India Inc is rewiring organisational risk models in the wake of inflationary pressures provoked by Russia's invasion of Ukraine and sweeping lockdowns in China that have hit supply chains and transformed the business landscape, industry leaders said.

Companies have been forced to look to Indonesia, Thailand, Bangladesh and Vietnam as sourcing alternatives to China.

Building stronger supply chains has become crucial, said Sanjiv Mehta, president of the Federation of Indian Chambers of Commerce & Industry (Ficci). "There is this huge disruption in the global supply chain that has impacted many businesses, especially automobiles," said Mehta, who is also the chairman of Hindustan Unilever, the country's biggest consumer goods company.

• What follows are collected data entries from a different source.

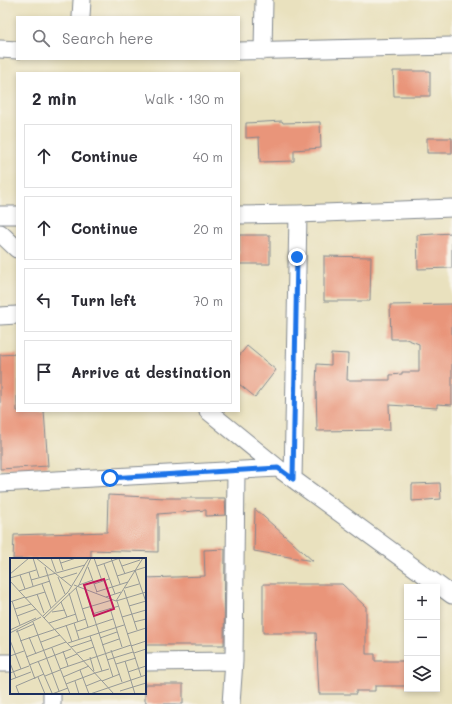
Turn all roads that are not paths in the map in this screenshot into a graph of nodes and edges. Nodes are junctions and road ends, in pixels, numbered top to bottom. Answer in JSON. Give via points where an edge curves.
{"nodes":[{"id":1,"x":82,"y":0,"type":"edge"},
{"id":2,"x":264,"y":0,"type":"edge"},
{"id":3,"x":81,"y":16,"type":"edge"},
{"id":4,"x":452,"y":46,"type":"edge"},
{"id":5,"x":0,"y":49,"type":"edge"},
{"id":6,"x":16,"y":50,"type":"edge"},
{"id":7,"x":240,"y":51,"type":"edge"},
{"id":8,"x":263,"y":51,"type":"junction"},
{"id":9,"x":452,"y":208,"type":"edge"},
{"id":10,"x":240,"y":214,"type":"edge"},
{"id":11,"x":298,"y":214,"type":"junction"},
{"id":12,"x":0,"y":215,"type":"edge"},
{"id":13,"x":16,"y":215,"type":"edge"},
{"id":14,"x":0,"y":233,"type":"edge"},
{"id":15,"x":16,"y":248,"type":"edge"},
{"id":16,"x":16,"y":315,"type":"edge"},
{"id":17,"x":0,"y":316,"type":"edge"},
{"id":18,"x":209,"y":412,"type":"edge"},
{"id":19,"x":278,"y":468,"type":"junction"},
{"id":20,"x":236,"y":471,"type":"junction"},
{"id":21,"x":293,"y":479,"type":"junction"},
{"id":22,"x":0,"y":483,"type":"edge"},
{"id":23,"x":452,"y":595,"type":"edge"},
{"id":24,"x":234,"y":661,"type":"junction"},
{"id":25,"x":146,"y":662,"type":"edge"},
{"id":26,"x":231,"y":704,"type":"edge"}],
"edges":[{"from":1,"to":3,"type":"street"},
{"from":2,"to":8,"type":"street"},
{"from":4,"to":8,"type":"street"},
{"from":5,"to":6,"type":"street"},
{"from":7,"to":8,"type":"street"},
{"from":9,"to":11,"type":"street"},
{"from":10,"to":11,"type":"street"},
{"from":11,"to":21,"type":"street"},
{"from":12,"to":13,"type":"street"},
{"from":14,"to":15,"type":"street"},
{"from":16,"to":17,"type":"street"},
{"from":18,"to":19,"type":"street"},
{"from":19,"to":20,"type":"street"},
{"from":19,"to":21,"type":"street"},
{"from":20,"to":22,"type":"street"},
{"from":20,"to":24,"type":"street"},
{"from":21,"to":23,"type":"street"},
{"from":24,"to":25,"type":"street"},
{"from":24,"to":26,"type":"street"}]}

Closely monitoring situation
"For FMCG, disruption in the supply of a single chemical will impact manufacturing cycles. It has now become important for manufacturing to be closer to consumers, so also to cut on freight and travel costs to cut carbon footprint. Reconfiguring the supply chain from the lens of sustainability and resilience has become important," Mehta said. TV Narendran, president of CII and Tata Steel managing director, said the protracted military operations in Ukraine are a matter of concern.

The evolving situation is being closely monitored by industry for its impact on input prices and overall growth path," he said. "We hope that critical macroeconomic indicators such as fiscal deficit, inflation and current account deficit remain within reasonable limits. We are also monitoring the impact on key sectors. As per CII's analysis, a US $10 per barrel increase in oil prices could have a total direct and indirect impact of around 30 basis points on overall inflation. It is hoped that based on the requirement, foreign exchange reserves can be used to cushion the economic disruptions."